◆ **Exercise brief**: Output the data verbatim, minus the images.
*** Block opens ***
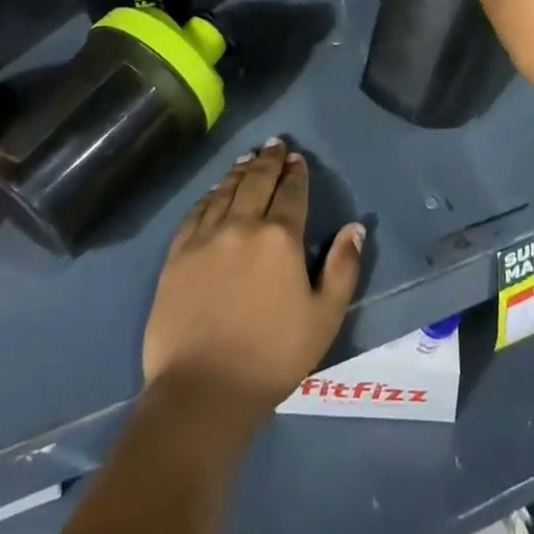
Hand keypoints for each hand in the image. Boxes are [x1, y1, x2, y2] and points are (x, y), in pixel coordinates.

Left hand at [142, 139, 364, 418]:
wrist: (203, 389)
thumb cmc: (272, 356)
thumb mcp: (324, 318)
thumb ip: (343, 268)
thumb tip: (355, 227)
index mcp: (281, 238)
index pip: (291, 193)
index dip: (296, 173)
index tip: (297, 159)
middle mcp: (242, 225)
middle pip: (257, 182)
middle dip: (268, 161)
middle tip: (274, 144)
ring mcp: (206, 237)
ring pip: (225, 191)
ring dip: (240, 171)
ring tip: (248, 158)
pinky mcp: (178, 254)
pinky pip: (196, 212)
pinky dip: (209, 195)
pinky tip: (214, 190)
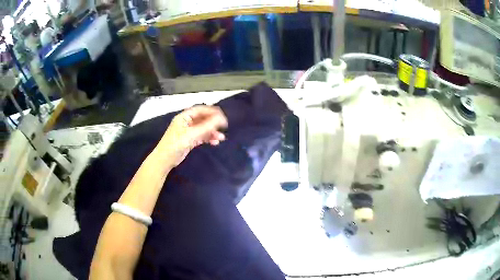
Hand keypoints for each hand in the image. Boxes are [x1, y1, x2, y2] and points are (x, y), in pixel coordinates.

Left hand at [157, 106, 227, 168]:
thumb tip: (221, 119)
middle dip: (213, 123)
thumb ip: (207, 126)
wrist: (165, 160)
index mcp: (184, 117)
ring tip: (221, 138)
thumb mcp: (192, 134)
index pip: (201, 110)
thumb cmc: (176, 144)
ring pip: (203, 128)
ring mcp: (188, 131)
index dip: (212, 112)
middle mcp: (186, 122)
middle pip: (203, 119)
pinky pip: (201, 136)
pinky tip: (215, 142)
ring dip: (212, 132)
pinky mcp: (189, 140)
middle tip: (224, 127)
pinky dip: (208, 138)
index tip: (223, 117)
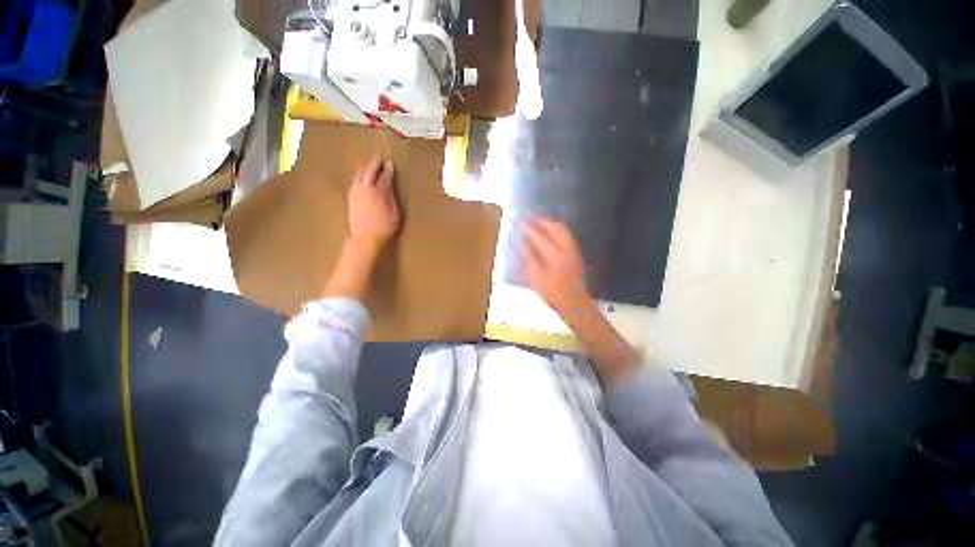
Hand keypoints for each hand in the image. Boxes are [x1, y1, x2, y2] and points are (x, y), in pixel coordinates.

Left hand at [348, 155, 399, 249]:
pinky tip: (359, 179)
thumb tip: (390, 189)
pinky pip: (354, 182)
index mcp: (380, 192)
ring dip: (364, 169)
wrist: (365, 237)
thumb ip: (392, 199)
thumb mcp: (395, 213)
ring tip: (367, 166)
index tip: (391, 164)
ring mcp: (356, 193)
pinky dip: (358, 178)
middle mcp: (366, 189)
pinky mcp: (351, 198)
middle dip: (374, 163)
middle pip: (369, 171)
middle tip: (378, 157)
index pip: (385, 177)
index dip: (388, 170)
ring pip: (359, 175)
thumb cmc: (385, 227)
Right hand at [521, 217, 638, 381]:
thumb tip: (522, 243)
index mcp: (555, 256)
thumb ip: (530, 259)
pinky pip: (566, 236)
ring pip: (563, 231)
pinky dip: (557, 231)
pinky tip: (550, 233)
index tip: (519, 222)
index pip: (540, 237)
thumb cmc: (553, 295)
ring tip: (538, 222)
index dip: (529, 229)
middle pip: (556, 228)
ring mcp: (573, 251)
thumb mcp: (536, 279)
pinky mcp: (576, 255)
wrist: (576, 305)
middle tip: (530, 218)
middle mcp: (567, 249)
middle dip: (542, 221)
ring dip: (550, 224)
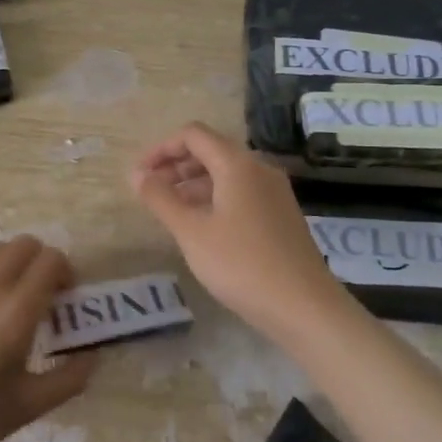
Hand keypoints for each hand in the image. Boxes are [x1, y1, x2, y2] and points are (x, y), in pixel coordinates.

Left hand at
*** Block closes ***
◆ **Finished task**:
Hand keypoints for each hand in the image. Boxes are [x1, y1, x2, y2] and points are (x, y), in pixel coordinates.

Left hand at [142, 139, 364, 418]:
wrist: (203, 389)
thumb cmc: (272, 356)
thumb mcp: (324, 318)
thumb ip: (343, 268)
thumb tip: (355, 227)
index mcp: (281, 238)
index pip: (291, 193)
index dip: (296, 173)
index tip: (297, 159)
middle mcp: (242, 225)
middle pip: (257, 182)
middle dip: (268, 161)
middle tip: (274, 144)
ring mcp: (206, 237)
ring pip: (225, 191)
ring dip: (240, 171)
ring tip: (248, 158)
pinky mcp: (178, 254)
pinky pip: (196, 212)
pinky dip: (209, 195)
pinky tip: (214, 190)
Hand keypoints for each hand in the image. Boxes are [x1, y1, x2, y2] and points are (x, y), in pixel coordinates.

Left hand at [157, 106, 227, 168]:
thumb tip: (221, 119)
middle dip: (213, 123)
thumb ip: (207, 126)
wrist: (165, 160)
index mcp: (184, 117)
ring tip: (221, 138)
thumb mcp: (192, 134)
index pip: (201, 110)
thumb cmc: (176, 144)
ring pip: (203, 128)
ring mcp: (188, 131)
index dip: (212, 112)
middle mcp: (186, 122)
middle pip: (203, 119)
pinky pip: (201, 136)
pinky tip: (215, 142)
ring dip: (212, 132)
pinky mcp: (189, 140)
middle tip: (224, 127)
pinky dip: (208, 138)
index tip: (223, 117)
Hand keypoints for each hand in the image. Boxes are [x1, y1, x2, y2] and points are (x, y), in pixel coordinates.

Left hand at [348, 155, 399, 249]:
pinky tip: (359, 179)
thumb tip: (390, 189)
pinky pip: (354, 182)
index mcp: (380, 192)
ring dip: (364, 169)
wrist: (365, 237)
thumb ip: (392, 199)
thumb mcp: (395, 213)
ring tip: (367, 166)
index tip: (391, 164)
ring mcp: (356, 193)
pinky dip: (358, 178)
middle mcp: (366, 189)
pinky mcp: (351, 198)
middle dip: (374, 163)
middle pip: (369, 171)
middle tip: (378, 157)
index pip: (385, 177)
index dip: (388, 170)
ring pip: (359, 175)
thumb cmc: (385, 227)
Right hand at [521, 217, 638, 381]:
thumb tip: (522, 243)
index mcp: (555, 256)
thumb ip: (530, 259)
pinky pip: (566, 236)
ring pip: (563, 231)
pinky dip: (557, 231)
pinky tip: (550, 233)
index tip: (519, 222)
index pip: (540, 237)
thumb cmc: (553, 295)
ring tip: (538, 222)
index dip: (529, 229)
middle pip: (556, 228)
ring mcp: (573, 251)
thumb mcp: (536, 279)
pinky mcp: (576, 255)
wrist: (576, 305)
middle tip: (530, 218)
middle mcp: (567, 249)
middle dip: (542, 221)
ring dip: (550, 224)
Hand keypoints for each hand in the image. Boxes are [x1, y1, x2, y2] and points are (x, y), in pixel coordinates.

Left hand at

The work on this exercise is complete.